Data records

[Start of section]

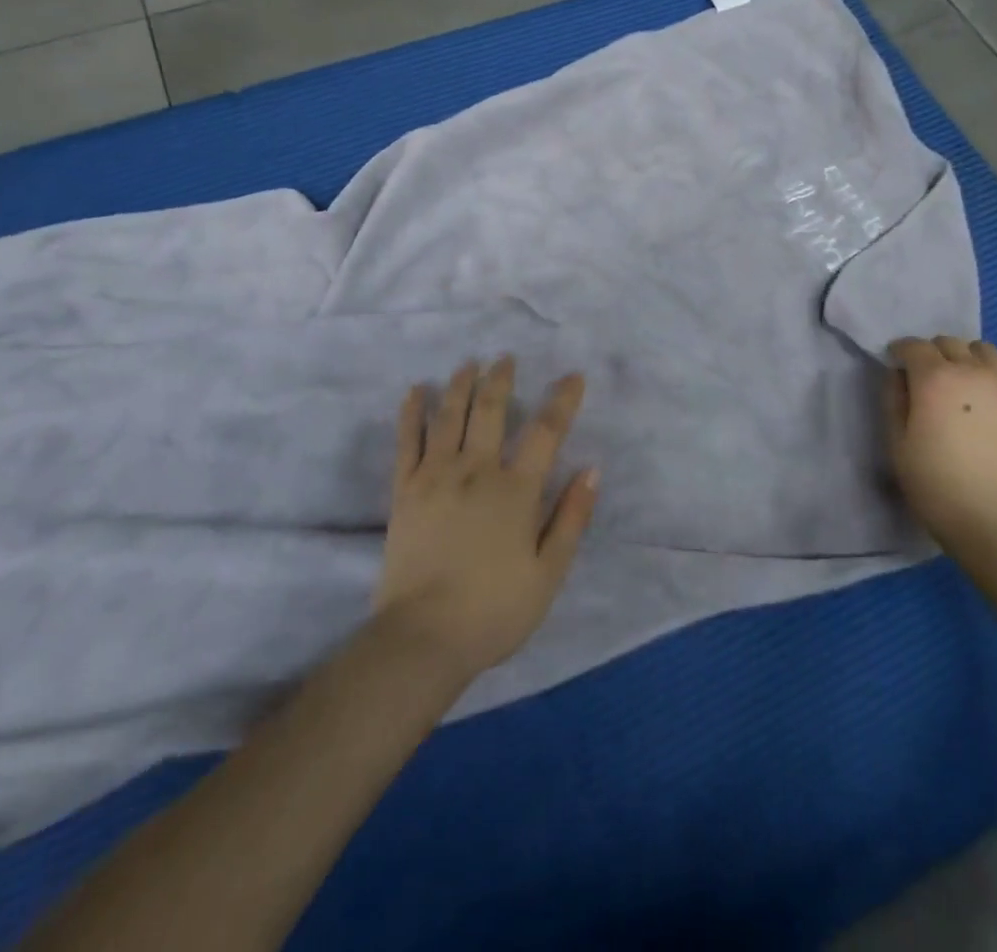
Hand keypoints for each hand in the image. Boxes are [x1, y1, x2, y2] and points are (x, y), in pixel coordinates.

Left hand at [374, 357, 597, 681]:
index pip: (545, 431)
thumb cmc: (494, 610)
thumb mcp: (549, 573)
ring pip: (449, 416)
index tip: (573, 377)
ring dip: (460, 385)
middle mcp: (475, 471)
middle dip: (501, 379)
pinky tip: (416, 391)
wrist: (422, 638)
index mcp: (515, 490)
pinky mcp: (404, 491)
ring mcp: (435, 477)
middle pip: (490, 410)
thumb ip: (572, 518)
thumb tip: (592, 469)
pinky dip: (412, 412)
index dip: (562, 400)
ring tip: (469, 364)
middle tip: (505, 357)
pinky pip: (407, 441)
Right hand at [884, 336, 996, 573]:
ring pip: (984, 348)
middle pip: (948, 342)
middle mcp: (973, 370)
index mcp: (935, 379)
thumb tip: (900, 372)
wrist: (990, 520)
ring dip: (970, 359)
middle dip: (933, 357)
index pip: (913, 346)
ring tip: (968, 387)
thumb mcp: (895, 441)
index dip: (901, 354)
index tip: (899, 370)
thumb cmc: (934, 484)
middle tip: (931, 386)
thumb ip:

[End of section]
[Start of section]

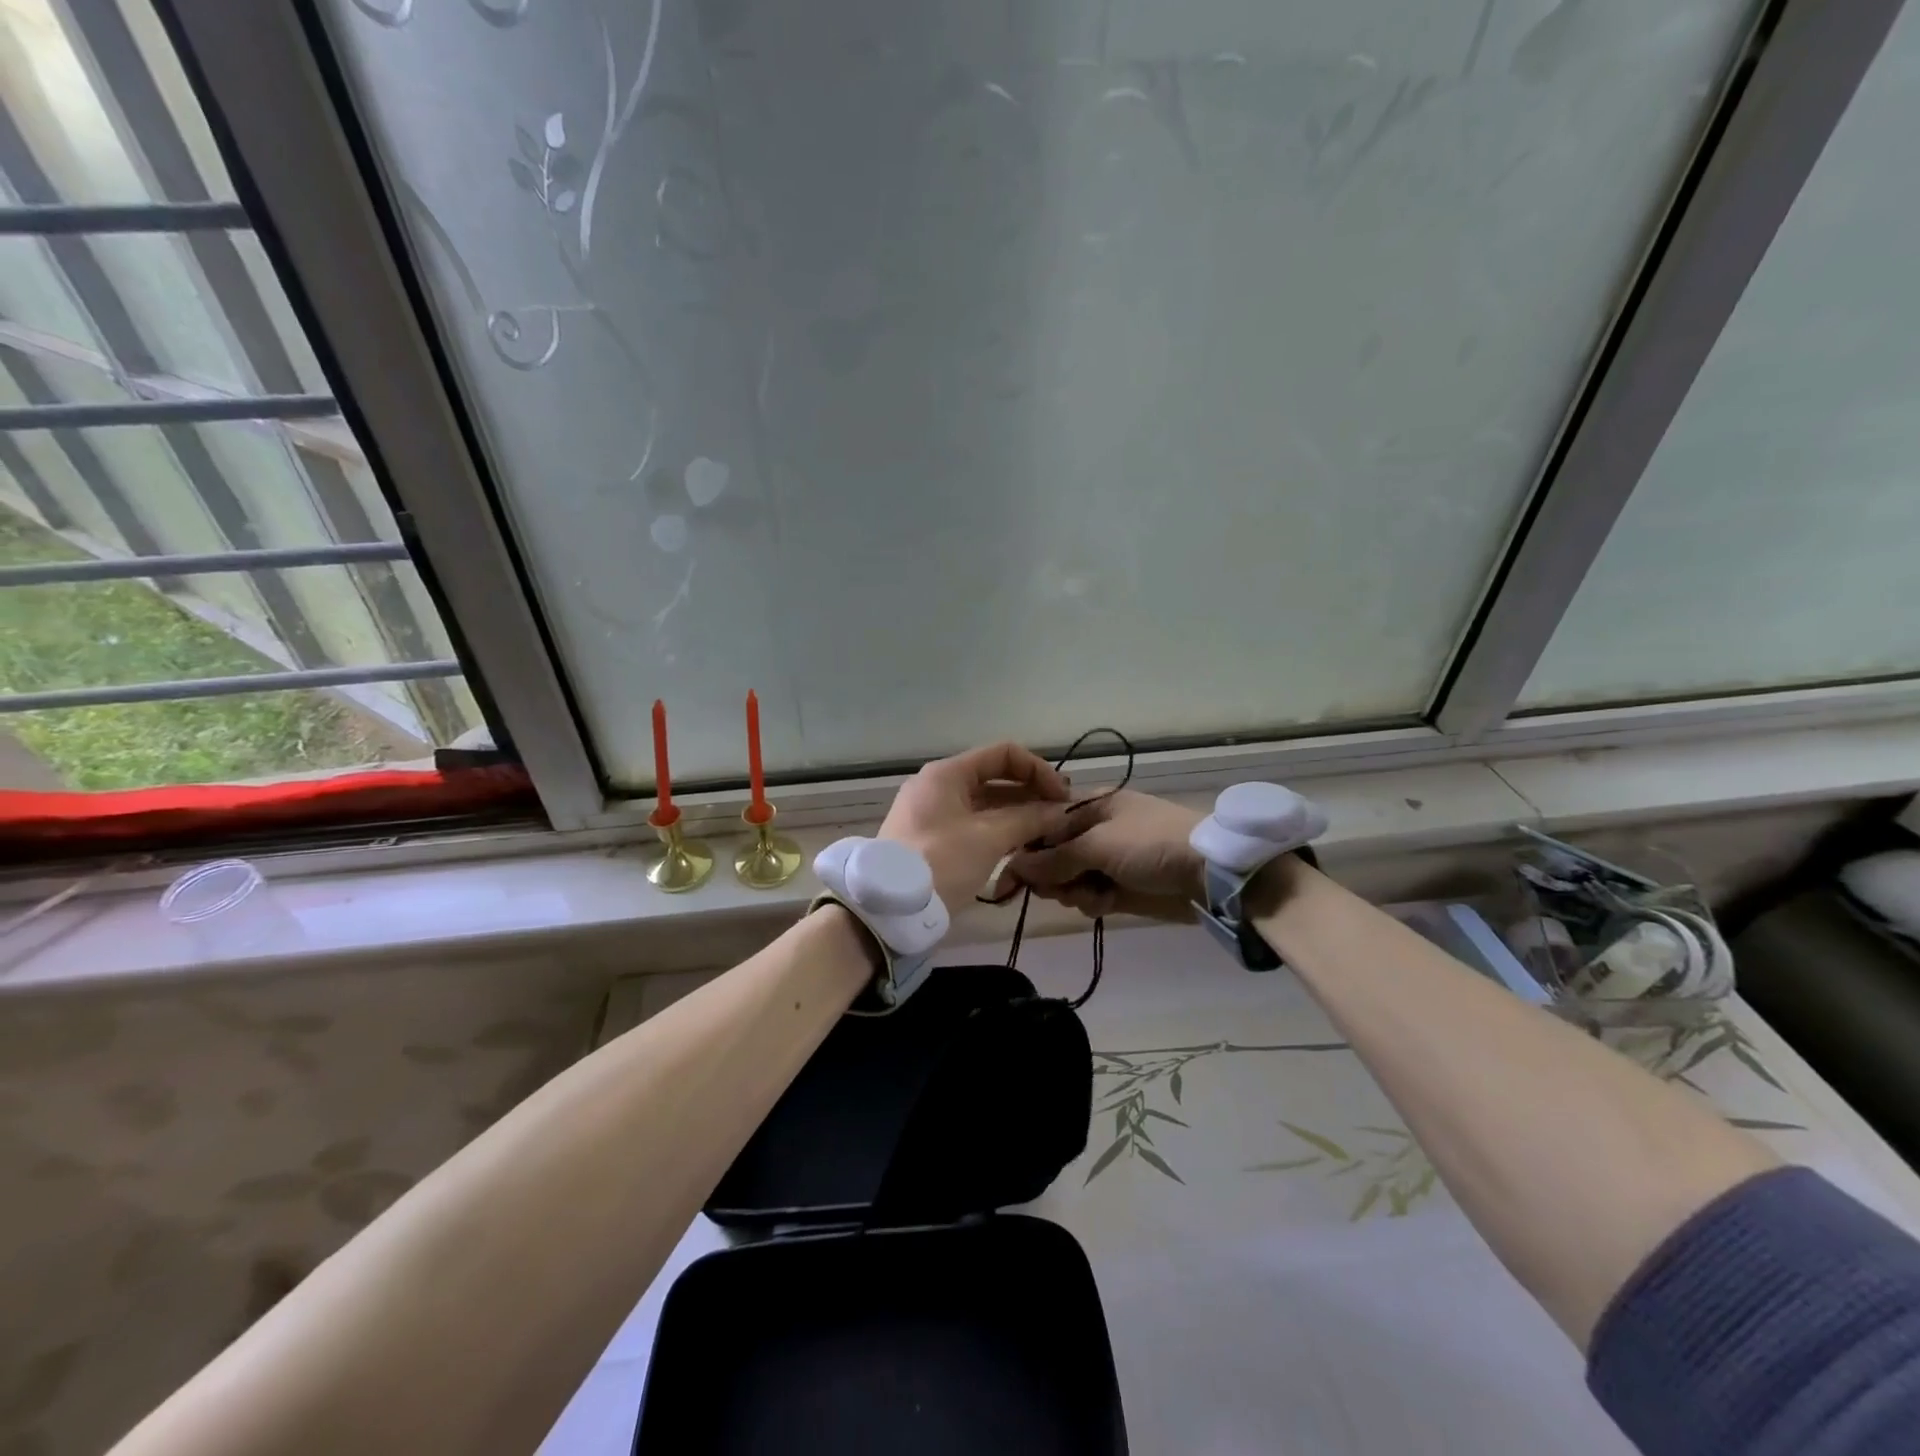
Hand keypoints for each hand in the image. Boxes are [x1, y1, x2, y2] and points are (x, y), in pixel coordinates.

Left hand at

[End of section]

Problem description
Find the lines above that hold "ring", then copy each of them.

Result of the exercise
ring pip: (449, 416)
ring dip: (460, 385)
ring mcp: (435, 477)
ring tip: (469, 364)
ring pip: (984, 348)
ring dip: (970, 359)
ring tip: (968, 387)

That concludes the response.